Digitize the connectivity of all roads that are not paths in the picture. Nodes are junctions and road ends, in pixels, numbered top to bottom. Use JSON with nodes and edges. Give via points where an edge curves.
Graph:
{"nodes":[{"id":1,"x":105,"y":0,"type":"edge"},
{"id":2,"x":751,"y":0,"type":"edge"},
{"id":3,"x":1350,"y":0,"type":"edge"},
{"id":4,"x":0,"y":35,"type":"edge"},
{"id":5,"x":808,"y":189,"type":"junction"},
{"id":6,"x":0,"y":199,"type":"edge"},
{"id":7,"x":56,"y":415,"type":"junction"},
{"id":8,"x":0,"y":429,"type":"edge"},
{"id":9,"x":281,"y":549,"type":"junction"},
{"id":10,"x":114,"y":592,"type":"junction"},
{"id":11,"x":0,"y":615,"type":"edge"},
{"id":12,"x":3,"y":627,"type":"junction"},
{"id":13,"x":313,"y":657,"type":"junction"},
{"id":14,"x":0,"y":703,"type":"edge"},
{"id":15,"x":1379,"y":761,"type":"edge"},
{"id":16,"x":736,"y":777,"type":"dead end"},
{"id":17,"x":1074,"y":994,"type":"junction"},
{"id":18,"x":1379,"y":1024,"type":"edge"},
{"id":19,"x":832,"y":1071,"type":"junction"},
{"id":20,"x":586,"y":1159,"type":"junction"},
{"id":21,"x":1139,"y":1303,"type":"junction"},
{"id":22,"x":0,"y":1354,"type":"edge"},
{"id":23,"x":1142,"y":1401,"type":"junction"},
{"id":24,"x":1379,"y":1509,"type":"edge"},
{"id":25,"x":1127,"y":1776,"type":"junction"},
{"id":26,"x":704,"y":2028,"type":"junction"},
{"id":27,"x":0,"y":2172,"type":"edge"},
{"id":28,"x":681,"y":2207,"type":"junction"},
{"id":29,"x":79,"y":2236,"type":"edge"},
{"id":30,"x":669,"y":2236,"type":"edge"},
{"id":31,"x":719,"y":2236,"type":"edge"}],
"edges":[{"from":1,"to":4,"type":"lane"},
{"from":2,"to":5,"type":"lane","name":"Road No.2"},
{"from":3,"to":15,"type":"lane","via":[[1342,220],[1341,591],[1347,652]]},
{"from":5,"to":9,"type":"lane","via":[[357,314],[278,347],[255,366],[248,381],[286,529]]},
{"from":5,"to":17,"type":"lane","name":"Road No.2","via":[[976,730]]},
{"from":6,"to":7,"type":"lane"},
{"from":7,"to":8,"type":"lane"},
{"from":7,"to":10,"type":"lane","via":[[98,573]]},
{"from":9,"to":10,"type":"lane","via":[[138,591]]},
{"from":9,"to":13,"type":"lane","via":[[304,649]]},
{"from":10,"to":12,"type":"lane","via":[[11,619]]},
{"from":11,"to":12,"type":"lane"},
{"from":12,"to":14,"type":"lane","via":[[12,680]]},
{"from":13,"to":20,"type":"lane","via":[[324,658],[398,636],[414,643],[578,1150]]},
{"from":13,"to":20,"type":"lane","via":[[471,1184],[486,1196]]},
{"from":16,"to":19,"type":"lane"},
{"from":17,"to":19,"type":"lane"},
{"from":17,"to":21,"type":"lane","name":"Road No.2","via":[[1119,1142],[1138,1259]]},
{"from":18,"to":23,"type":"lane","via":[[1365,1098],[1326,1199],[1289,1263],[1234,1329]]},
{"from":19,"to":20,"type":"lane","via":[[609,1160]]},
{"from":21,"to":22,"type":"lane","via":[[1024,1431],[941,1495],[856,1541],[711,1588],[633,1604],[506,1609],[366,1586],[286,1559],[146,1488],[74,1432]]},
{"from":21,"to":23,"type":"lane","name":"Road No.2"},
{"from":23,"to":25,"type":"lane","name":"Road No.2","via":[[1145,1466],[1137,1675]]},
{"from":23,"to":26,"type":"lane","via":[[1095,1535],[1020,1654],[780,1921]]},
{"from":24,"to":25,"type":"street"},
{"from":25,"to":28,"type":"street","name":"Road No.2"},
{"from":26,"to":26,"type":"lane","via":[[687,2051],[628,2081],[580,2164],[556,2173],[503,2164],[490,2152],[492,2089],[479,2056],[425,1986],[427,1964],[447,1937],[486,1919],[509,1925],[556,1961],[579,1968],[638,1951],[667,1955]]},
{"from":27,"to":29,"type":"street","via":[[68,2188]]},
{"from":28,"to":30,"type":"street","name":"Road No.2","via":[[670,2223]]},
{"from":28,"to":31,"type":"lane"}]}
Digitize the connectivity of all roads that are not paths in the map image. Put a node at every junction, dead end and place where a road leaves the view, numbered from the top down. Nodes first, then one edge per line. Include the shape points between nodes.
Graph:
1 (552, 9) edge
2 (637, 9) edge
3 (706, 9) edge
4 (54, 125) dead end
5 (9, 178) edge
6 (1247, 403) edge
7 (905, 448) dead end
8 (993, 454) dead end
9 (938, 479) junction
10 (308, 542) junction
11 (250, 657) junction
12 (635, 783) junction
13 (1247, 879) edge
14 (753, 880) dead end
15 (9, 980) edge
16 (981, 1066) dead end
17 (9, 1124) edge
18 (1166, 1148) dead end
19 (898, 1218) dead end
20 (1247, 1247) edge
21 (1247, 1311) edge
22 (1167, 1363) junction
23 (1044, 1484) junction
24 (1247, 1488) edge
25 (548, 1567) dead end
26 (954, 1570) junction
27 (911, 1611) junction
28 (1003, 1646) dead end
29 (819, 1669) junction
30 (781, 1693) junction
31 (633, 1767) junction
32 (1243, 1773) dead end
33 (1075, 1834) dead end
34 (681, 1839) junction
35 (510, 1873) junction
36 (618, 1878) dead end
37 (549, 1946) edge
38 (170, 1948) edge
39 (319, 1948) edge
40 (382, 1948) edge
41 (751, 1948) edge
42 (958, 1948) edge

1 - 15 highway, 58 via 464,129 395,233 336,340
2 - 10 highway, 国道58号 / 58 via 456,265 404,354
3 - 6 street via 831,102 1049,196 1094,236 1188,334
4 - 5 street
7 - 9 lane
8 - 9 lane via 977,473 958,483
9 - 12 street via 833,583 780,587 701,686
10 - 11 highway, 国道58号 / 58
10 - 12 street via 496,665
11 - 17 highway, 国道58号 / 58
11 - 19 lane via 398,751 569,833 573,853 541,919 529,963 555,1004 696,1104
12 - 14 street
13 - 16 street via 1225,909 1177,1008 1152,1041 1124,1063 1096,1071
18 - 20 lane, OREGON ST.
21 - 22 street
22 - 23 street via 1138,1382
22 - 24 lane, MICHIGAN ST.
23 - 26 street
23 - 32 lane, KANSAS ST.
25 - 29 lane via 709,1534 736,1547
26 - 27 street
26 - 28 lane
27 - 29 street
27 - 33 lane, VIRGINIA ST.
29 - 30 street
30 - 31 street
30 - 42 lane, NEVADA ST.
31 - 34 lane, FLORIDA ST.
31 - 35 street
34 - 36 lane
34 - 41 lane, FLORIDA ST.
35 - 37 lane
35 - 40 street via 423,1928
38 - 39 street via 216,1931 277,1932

--- TASK BRIEF ---
Please show the lines of the material that contain the string "where".

--- ANSWER SECTION ---
Digitize the connectivity of all roads that are not paths in the picture. Nodes are junctions and road ends, in pixels, numbered top to bottom. Use JSON with nodes and edges. Give via points where an edge curves.
Digitize the connectivity of all roads that are not paths in the map image. Put a node at every junction, dead end and place where a road leaves the view, numbered from the top down. Nodes first, then one edge per line. Include the shape points between nodes.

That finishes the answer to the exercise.